START Given data
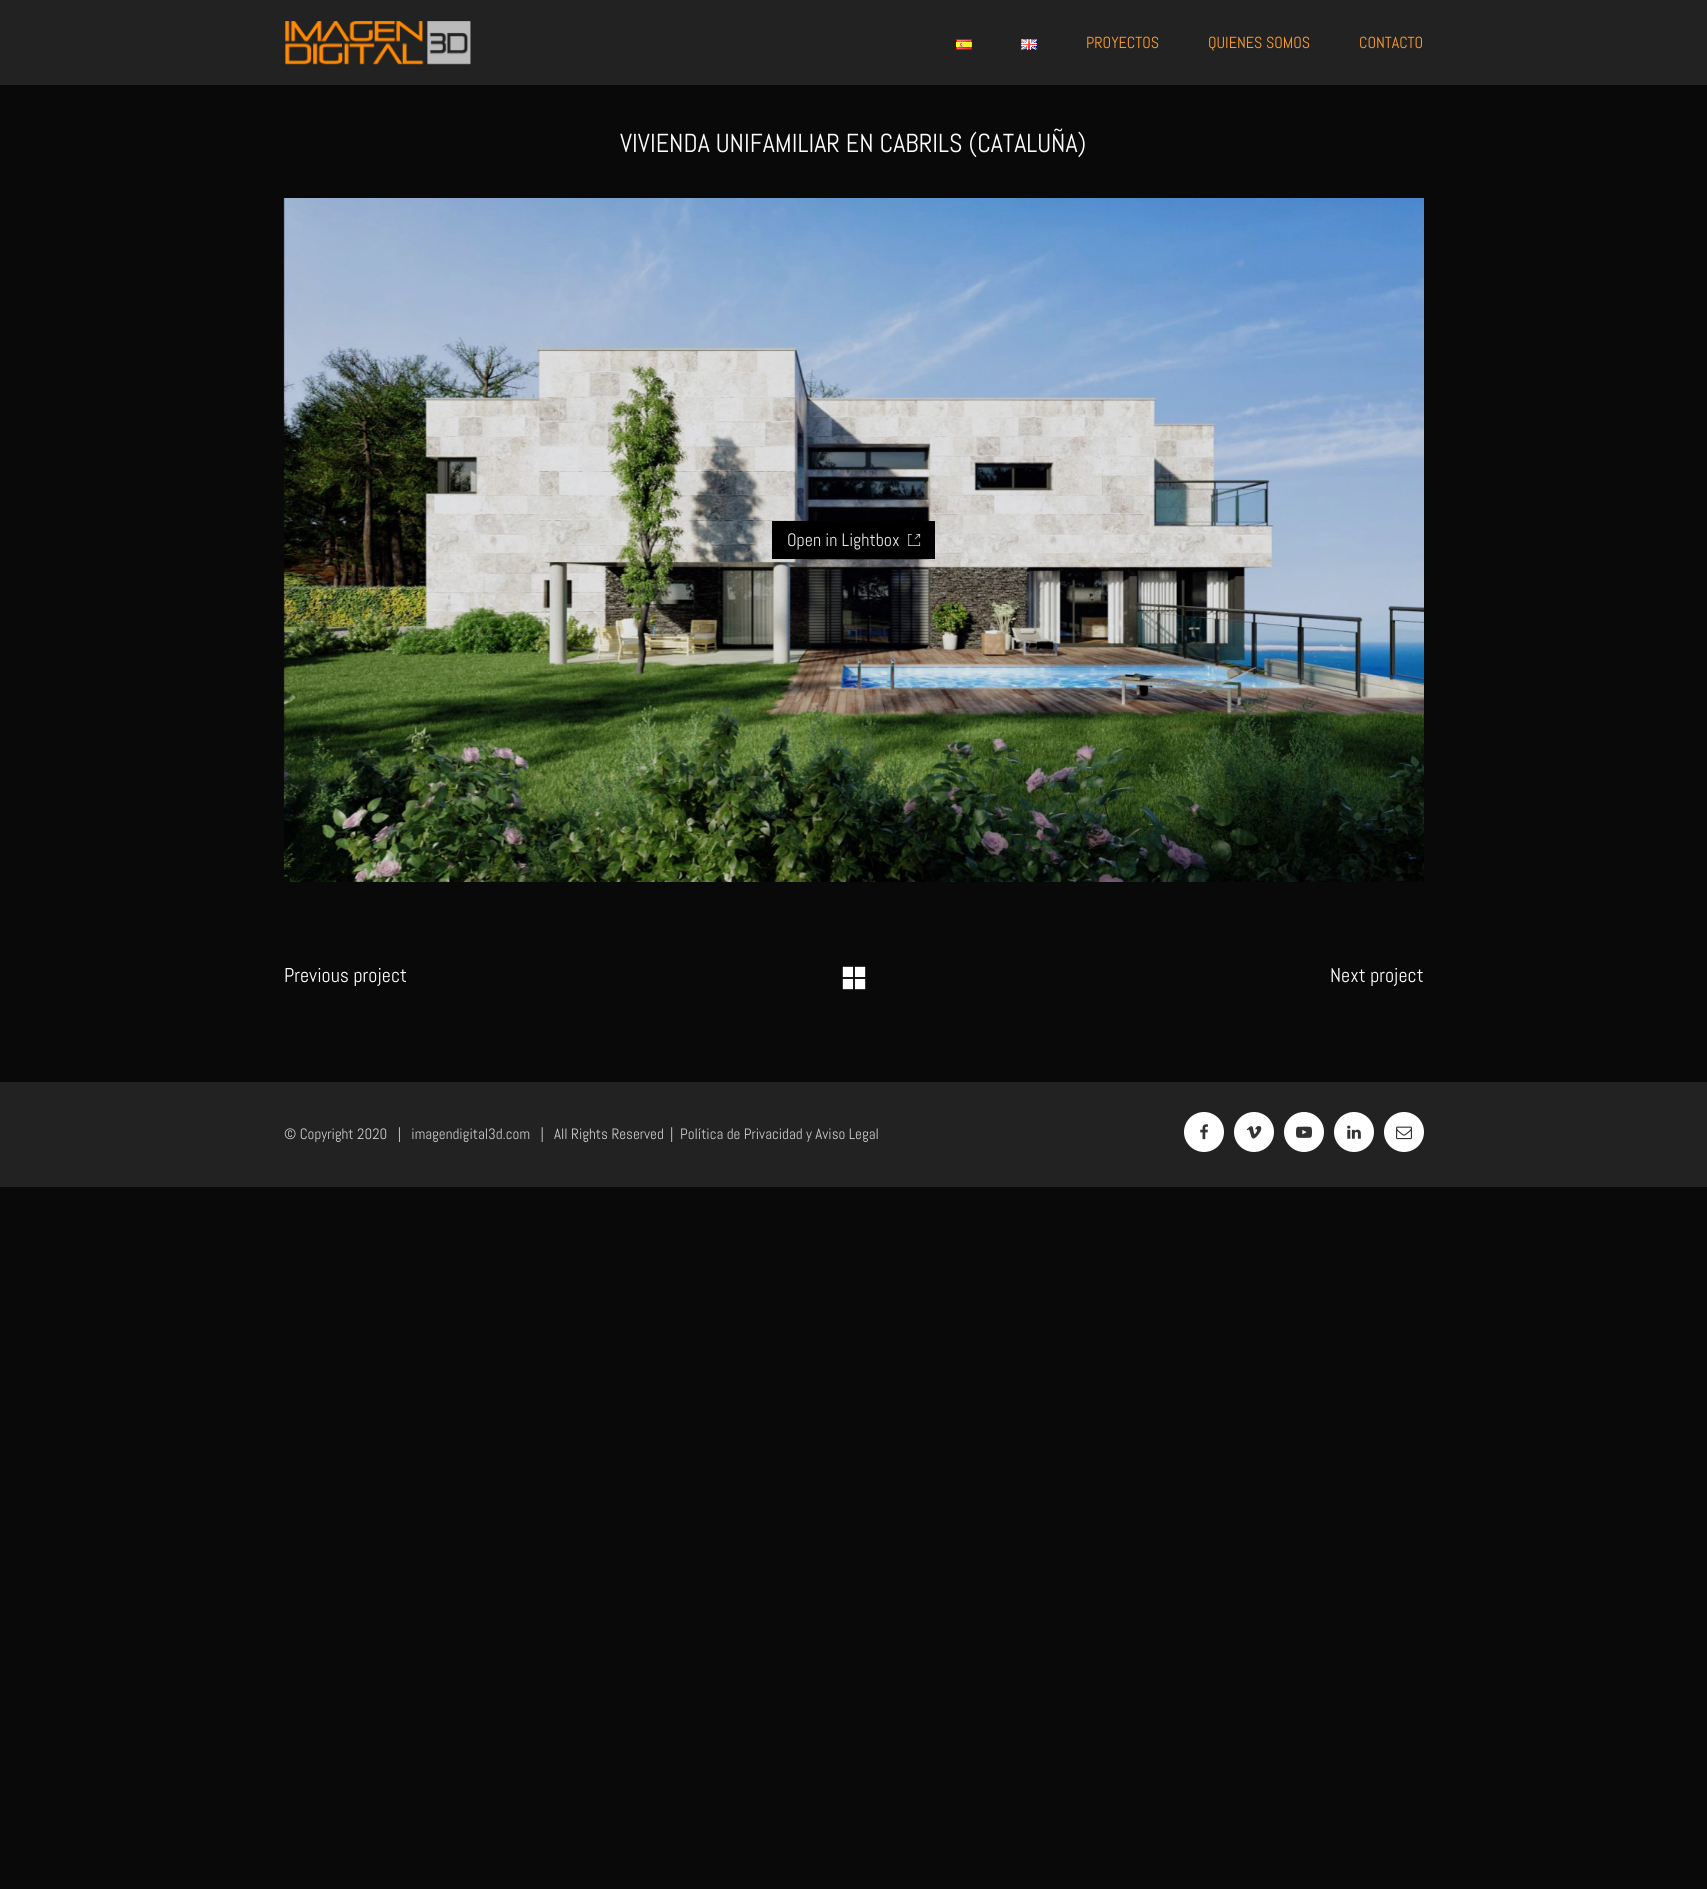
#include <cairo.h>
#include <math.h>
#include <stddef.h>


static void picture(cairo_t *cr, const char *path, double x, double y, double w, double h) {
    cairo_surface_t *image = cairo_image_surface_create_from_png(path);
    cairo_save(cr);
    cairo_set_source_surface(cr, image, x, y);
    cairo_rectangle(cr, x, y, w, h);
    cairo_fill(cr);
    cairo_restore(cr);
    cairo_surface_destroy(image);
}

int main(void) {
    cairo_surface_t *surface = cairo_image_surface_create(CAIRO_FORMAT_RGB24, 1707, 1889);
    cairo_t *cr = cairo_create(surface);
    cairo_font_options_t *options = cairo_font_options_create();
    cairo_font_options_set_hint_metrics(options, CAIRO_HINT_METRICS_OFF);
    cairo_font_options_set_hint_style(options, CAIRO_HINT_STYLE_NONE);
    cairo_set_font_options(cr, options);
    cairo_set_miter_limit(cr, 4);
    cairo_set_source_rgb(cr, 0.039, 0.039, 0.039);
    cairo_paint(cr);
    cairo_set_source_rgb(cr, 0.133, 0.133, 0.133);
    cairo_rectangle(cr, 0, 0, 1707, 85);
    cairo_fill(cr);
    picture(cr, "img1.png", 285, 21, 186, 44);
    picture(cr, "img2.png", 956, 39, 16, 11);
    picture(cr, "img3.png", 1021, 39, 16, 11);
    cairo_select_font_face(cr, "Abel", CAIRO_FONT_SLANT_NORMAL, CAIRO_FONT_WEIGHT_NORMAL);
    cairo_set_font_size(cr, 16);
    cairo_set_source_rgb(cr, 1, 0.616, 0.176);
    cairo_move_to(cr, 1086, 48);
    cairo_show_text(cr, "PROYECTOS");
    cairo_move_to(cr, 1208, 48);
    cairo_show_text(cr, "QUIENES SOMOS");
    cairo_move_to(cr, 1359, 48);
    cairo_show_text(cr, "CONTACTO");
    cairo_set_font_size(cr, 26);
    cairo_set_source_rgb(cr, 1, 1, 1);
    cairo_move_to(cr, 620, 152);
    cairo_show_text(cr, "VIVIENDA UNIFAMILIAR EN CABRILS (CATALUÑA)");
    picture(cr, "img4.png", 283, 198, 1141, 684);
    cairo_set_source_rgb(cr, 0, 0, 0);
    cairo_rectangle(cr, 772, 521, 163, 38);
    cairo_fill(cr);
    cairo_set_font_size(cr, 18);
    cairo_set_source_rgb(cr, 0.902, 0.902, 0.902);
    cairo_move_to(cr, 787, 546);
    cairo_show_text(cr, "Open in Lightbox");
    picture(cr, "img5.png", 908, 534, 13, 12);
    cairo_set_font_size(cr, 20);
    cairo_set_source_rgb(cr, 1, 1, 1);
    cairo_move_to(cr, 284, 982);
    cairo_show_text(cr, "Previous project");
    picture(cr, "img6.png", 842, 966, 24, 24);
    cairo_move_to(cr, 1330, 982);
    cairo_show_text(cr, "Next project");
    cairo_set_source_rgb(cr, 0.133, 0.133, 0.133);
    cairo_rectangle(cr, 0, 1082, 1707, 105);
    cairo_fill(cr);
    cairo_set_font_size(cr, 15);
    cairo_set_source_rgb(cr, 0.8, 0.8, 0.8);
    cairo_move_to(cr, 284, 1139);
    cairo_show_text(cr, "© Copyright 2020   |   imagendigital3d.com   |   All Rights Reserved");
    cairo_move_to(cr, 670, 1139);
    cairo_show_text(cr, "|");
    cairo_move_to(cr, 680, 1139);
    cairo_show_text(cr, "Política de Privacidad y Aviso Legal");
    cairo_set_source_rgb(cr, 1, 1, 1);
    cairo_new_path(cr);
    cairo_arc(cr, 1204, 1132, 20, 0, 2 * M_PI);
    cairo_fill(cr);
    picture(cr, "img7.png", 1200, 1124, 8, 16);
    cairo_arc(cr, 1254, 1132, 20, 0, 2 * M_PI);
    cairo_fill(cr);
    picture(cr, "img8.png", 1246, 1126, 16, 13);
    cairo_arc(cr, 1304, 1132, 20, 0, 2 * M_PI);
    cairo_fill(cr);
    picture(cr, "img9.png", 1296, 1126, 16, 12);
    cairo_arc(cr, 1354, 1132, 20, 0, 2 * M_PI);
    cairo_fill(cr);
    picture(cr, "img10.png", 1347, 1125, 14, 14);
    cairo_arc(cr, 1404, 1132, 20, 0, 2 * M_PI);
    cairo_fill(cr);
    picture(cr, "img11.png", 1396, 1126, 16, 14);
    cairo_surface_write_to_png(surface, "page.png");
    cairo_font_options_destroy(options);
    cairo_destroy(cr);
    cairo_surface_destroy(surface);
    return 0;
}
END Given data
Try it: Which lines run from the one holding "cairo_image_surface_create(CAIRO_FORMAT_RGB24, 1707, 1889);" through the one holding "cairo_set_miter_limit(cr, 4);" in the records above? Repeat them exactly, both included, and nothing more.

Response:
    cairo_surface_t *surface = cairo_image_surface_create(CAIRO_FORMAT_RGB24, 1707, 1889);
    cairo_t *cr = cairo_create(surface);
    cairo_font_options_t *options = cairo_font_options_create();
    cairo_font_options_set_hint_metrics(options, CAIRO_HINT_METRICS_OFF);
    cairo_font_options_set_hint_style(options, CAIRO_HINT_STYLE_NONE);
    cairo_set_font_options(cr, options);
    cairo_set_miter_limit(cr, 4);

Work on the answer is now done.